It’s not just blaming others that I learned. I also learned to blame myself, so I want to talk about both the relationship blame game and the relationship self-blaming game.
Have you ever had the experience of trying to resolve a conflict and running up against your partner’s self-blame in a way that stops any exploration or possibility of a resolution?
This is the situation with Renee, who asked me the following question:
“My partner and I fall into conflict quite often. I am always the one trying to resolve things and move towards reconnection. Most often in our communication he goes off on ‘Fine, so just blame me then, it’s my fault again, I am the one to blame then aren’t I’ and on and on about blame with no resolution until days later, if at all…I truly do not feel like I am blaming him, I express to him that it is not at all about blame, but trying to understand where and why we fell into disconnect. It doesn’t work, he gets more defended, I get more angry, and he goes off into his self-protection bubble, leaving me feel feeling abandoned and unheard. The self-blame game seems to be one of his default modes. What do you suggest?”

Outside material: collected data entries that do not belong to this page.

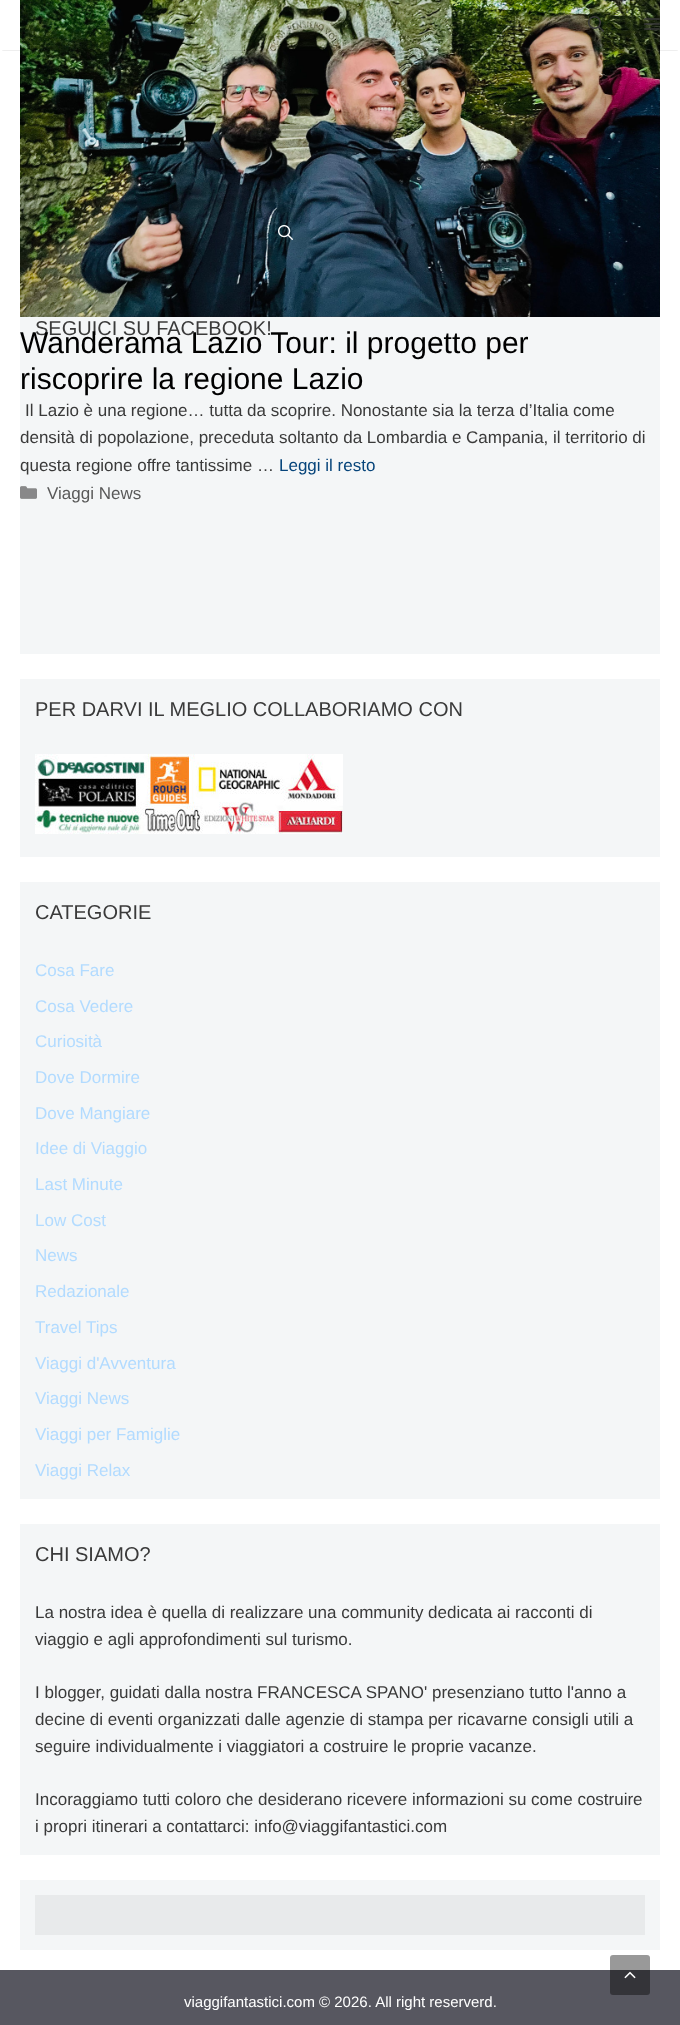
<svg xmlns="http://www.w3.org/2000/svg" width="680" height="2025">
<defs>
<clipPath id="clip1"><rect x="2" y="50" width="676" height="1"/></clipPath>
</defs>
<rect width="100%" height="100%" fill="#fff"/>
<image x="20" y="0" width="640" height="317" href="media/5.png"/>
<g clip-path="url(#clip1)">
<rect x="2" y="4" width="676" height="46" fill="#00000033" filter="blur(1px)"/>
</g>
<image x="588" y="16" width="16" height="16" href="media/1.png"/>
<image x="644" y="18" width="16" height="12" href="media/2.png"/>
<image x="278" y="225" width="15" height="15" href="media/3.png"/>
<rect x="20" y="317" width="640" height="337" fill="#f4f6f7"/>
<text x="35" y="335" style="font-family:Liberation Sans;font-size:20px;fill:#3a3a3a">SEGUICI SU FACEBOOK!</text>
<rect x="20" y="679" width="640" height="178" fill="#f4f6f7"/>
<text x="35" y="716" style="font-family:Liberation Sans;font-size:20px;fill:#3a3a3a">PER DARVI IL MEGLIO COLLABORIAMO CON</text>
<image x="35" y="754" width="308" height="80" href="media/4.png"/>
<rect x="20" y="882" width="640" height="617" fill="#f4f6f7"/>
<text x="35" y="919" style="font-family:Liberation Sans;font-size:20px;fill:#3a3a3a">CATEGORIE</text>
<text x="35" y="976" style="font-family:Liberation Sans;font-size:17px;fill:#b2dbff">Cosa Fare</text>
<text x="35" y="1012" style="font-family:Liberation Sans;font-size:17px;fill:#b2dbff">Cosa Vedere</text>
<text x="35" y="1047" style="font-family:Liberation Sans;font-size:17px;fill:#b2dbff">Curiosità</text>
<text x="35" y="1083" style="font-family:Liberation Sans;font-size:17px;fill:#b2dbff">Dove Dormire</text>
<text x="35" y="1119" style="font-family:Liberation Sans;font-size:17px;fill:#b2dbff">Dove Mangiare</text>
<text x="35" y="1154" style="font-family:Liberation Sans;font-size:17px;fill:#b2dbff">Idee di Viaggio</text>
<text x="35" y="1190" style="font-family:Liberation Sans;font-size:17px;fill:#b2dbff">Last Minute</text>
<text x="35" y="1226" style="font-family:Liberation Sans;font-size:17px;fill:#b2dbff">Low Cost</text>
<text x="35" y="1261" style="font-family:Liberation Sans;font-size:17px;fill:#b2dbff">News</text>
<text x="35" y="1297" style="font-family:Liberation Sans;font-size:17px;fill:#b2dbff">Redazionale</text>
<text x="35" y="1333" style="font-family:Liberation Sans;font-size:17px;fill:#b2dbff">Travel Tips</text>
<text x="35" y="1369" style="font-family:Liberation Sans;font-size:17px;fill:#b2dbff">Viaggi d'Avventura</text>
<text x="35" y="1404" style="font-family:Liberation Sans;font-size:17px;fill:#b2dbff">Viaggi News</text>
<text x="35" y="1440" style="font-family:Liberation Sans;font-size:17px;fill:#b2dbff">Viaggi per Famiglie</text>
<text x="35" y="1476" style="font-family:Liberation Sans;font-size:17px;fill:#b2dbff">Viaggi Relax</text>
<rect x="20" y="1524" width="640" height="331" fill="#f4f6f7"/>
<text x="35" y="1561" style="font-family:Liberation Sans;font-size:20px;fill:#3a3a3a">CHI SIAMO?</text>
<text x="35" y="1618" style="font-family:Liberation Sans;font-size:17px;fill:#3a3a3a">La nostra idea è quella di realizzare una community dedicata ai racconti di</text>
<text x="35" y="1645" style="font-family:Liberation Sans;font-size:17px;fill:#3a3a3a">viaggio e agli approfondimenti sul turismo.</text>
<text x="35" y="1698" style="font-family:Liberation Sans;font-size:17px;fill:#3a3a3a">I blogger, guidati dalla nostra FRANCESCA SPANO' presenziano tutto l'anno a</text>
<text x="35" y="1725" style="font-family:Liberation Sans;font-size:17px;fill:#3a3a3a">decine di eventi organizzati dalle agenzie di stampa per ricavarne consigli utili a</text>
<text x="35" y="1752" style="font-family:Liberation Sans;font-size:17px;fill:#3a3a3a">seguire individualmente i viaggiatori a costruire le proprie vacanze.</text>
<text x="35" y="1805" style="font-family:Liberation Sans;font-size:17px;fill:#3a3a3a">Incoraggiamo tutti coloro che desiderano ricevere informazioni su come costruire</text>
<text x="35" y="1832" style="font-family:Liberation Sans;font-size:17px;fill:#3a3a3a">i propri itinerari a contattarci: info@viaggifantastici.com</text>
<rect x="20" y="1880" width="640" height="70" fill="#f4f6f7"/>
<rect x="35" y="1895" width="610" height="40" fill="#e8eaeb"/>
<text x="20" y="353" style="font-family:Liberation Sans;font-size:30px;fill:#000">Wanderama Lazio Tour: il progetto per</text>
<text x="20" y="389" style="font-family:Liberation Sans;font-size:30px;fill:#000">riscoprire la regione Lazio</text>
<text x="25" y="416" style="font-family:Liberation Sans;font-size:17px;fill:#3a3a3a">Il Lazio è una regione… tutta da scoprire. Nonostante sia la terza d’Italia come</text>
<text x="20" y="443" style="font-family:Liberation Sans;font-size:17px;fill:#3a3a3a">densità di popolazione, preceduta soltanto da Lombardia e Campania, il territorio di</text>
<text x="20" y="471" style="font-family:Liberation Sans;font-size:17px;fill:#3a3a3a">questa regione offre tantissime …</text>
<text x="279" y="471" style="font-family:Liberation Sans;font-size:17px;fill:#06447a">Leggi il resto</text>
<image x="20" y="486" width="17" height="13" href="media/6.png"/>
<text x="47" y="499" style="font-family:Liberation Sans;font-size:17px;fill:#595959">Viaggi News</text>
<rect y="1970" width="680" height="55" fill="#575760"/>
<rect x="610" y="1955" width="40" height="40" rx="3" fill="#00000066"/>
<image x="624" y="1971" width="12" height="8" href="media/7.png"/>
<text x="184" y="2007" style="font-family:Liberation Sans;font-size:15px;fill:#fff">viaggifantastici.com © 2026. All right reserverd.</text>
</svg>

As always, there is a circular system going on, with both people in their wounded selves.
While Renee believes she is open to learning, the fact that she explains and then gets angry, and then feels abandoned and unheard indicates that she is likely making her partner responsible for her feelings – which may be why he feels blamed.
If Renee were open, then when her partner did his self-blame game, she would be really curious about why he feels blamed by her, rather than trying to talk him out of it. She would say, with genuine curiosity, something like, “Please tell me what I’m doing that is making you feel blamed.” She would be coming from a belief that there might actually be something she is doing that is blaming, rather than telling him that it’s not about blame. She would be open to hearing that maybe there was something in her energy that felt blaming to him.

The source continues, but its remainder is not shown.